In its war against the West, IS crossed a new threshhold

Wednesday, July 27, 2016

Associated Press

PARIS

When militants loyal to the Islamic State group seek to inflict pain on Europe, France is their preferred target, a grim reality borne out yet again with Tuesday’s knife slaughter of a Catholic priest.

Since January 2015, IS-inspired attackers have killed at least 235 people in France, by far the largest casualty rate of any Western country. French citizens or French-speaking residents have committed the overwhelming majority of strikes, often employing suicide tactics alongside command of their home surroundings.

President Francois Hollande argues that France is their top enemy on the continent because of his homeland’s reputation as a cradle of human rights and democracy.

“If terrorists strike us, it is because they know what France represents,” Hollande said after this month’s Bastille Day truck attack that killed 84 people on Nice’s crowded waterfront.

Analysts agree that Islamic State propagandists particularly target France as a land anchored in secular values, liberal freedoms and life’s pleasures. But its colonial history, demographic tensions and interventionist policies against militant Muslims abroad point to deeper reasons why anti-Western killers seek so ruthlessly to bring grief to France’s door.

The IS group crossed a new threshold Tuesday in its war against the West, as two of its followers targeted a church in Normandy, slitting the throat of an elderly priest celebrating Mass and using hostages as human shields before being shot by police.

It was the extremist group’s first attack against a church in the West, and fulfills longstanding threats against “crusaders” in what the militants paint as a centuries-old battle for power. One of the attackers had tried twice to leave for Syria; the second was not identified.

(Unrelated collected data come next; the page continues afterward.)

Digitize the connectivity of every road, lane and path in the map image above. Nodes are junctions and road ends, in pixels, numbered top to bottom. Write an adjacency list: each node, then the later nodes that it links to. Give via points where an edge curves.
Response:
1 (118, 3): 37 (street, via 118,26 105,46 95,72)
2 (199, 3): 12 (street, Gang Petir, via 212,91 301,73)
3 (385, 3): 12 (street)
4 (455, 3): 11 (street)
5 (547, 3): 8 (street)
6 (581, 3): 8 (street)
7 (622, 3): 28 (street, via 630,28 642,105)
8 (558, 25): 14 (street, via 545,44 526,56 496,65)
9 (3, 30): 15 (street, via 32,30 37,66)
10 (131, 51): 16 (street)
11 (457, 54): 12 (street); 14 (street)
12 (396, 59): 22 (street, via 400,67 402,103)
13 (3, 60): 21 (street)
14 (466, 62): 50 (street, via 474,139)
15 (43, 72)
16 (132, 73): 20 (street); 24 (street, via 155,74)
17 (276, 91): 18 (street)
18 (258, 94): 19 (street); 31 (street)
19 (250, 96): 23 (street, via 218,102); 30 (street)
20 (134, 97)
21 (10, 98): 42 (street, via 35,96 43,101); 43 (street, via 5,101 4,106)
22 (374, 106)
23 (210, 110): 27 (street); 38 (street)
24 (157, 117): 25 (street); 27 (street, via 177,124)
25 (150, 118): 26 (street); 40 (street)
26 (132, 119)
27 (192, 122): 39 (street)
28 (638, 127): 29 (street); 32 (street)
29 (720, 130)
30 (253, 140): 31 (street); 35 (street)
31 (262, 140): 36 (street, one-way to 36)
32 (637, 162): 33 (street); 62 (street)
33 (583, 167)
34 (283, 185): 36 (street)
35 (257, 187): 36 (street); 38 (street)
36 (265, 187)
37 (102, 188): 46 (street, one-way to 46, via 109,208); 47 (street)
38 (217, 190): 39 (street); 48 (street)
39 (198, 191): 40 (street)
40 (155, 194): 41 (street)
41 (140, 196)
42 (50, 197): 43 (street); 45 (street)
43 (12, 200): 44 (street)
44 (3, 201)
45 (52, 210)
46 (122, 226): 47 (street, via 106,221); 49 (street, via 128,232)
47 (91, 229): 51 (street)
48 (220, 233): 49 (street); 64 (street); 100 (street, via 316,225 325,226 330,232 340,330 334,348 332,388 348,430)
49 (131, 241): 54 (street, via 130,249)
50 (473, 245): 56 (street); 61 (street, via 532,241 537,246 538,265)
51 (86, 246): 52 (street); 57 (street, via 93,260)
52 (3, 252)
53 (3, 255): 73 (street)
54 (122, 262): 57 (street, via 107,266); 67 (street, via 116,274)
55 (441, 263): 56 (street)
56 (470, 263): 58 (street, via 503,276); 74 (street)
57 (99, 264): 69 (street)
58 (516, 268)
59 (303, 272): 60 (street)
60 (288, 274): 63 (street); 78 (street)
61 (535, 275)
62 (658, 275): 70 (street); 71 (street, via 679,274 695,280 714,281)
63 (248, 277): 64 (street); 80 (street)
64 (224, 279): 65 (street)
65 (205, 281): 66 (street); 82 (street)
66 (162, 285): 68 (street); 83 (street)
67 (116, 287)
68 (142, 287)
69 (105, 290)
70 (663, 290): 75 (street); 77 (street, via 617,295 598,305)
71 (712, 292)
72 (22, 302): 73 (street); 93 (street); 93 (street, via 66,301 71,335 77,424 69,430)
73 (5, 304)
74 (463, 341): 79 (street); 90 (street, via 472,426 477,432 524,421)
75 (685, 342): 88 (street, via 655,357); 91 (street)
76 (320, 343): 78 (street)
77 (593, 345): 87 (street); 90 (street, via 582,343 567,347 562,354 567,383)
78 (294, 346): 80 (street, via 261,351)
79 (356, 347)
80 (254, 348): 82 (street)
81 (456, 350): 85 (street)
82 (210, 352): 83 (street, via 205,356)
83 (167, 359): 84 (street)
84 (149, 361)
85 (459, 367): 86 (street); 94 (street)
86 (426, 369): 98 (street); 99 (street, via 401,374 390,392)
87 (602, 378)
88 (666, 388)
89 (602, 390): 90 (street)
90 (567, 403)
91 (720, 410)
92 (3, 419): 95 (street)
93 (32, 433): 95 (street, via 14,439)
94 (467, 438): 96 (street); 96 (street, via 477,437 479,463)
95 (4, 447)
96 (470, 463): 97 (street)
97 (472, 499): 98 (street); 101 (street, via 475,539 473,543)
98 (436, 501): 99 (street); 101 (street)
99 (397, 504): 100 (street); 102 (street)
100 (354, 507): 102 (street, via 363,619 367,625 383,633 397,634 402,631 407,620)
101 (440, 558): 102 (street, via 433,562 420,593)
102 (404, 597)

“To attack a church, to kill a priest, is to profane the republic,” Hollande told the nation after speaking with Pope Francis, who condemned the killing in the strongest terms.

The Rev. Jacques Hamel was celebrating Mass for three nuns and two parishioners on a quiet summer morning in Saint-Etienne-du-Rouvray when the attackers burst in and forced the 85-year-old priest to his knees before slicing his throat, according to authorities and a nun who escaped.

The nun described seeing the attackers film themselves and give a sermon in Arabic around the altar before she fled.

Paris prosecutor Francois Molins said the other hostages were used as human shields to block police from entering. One 86-year-old parishioner was wounded.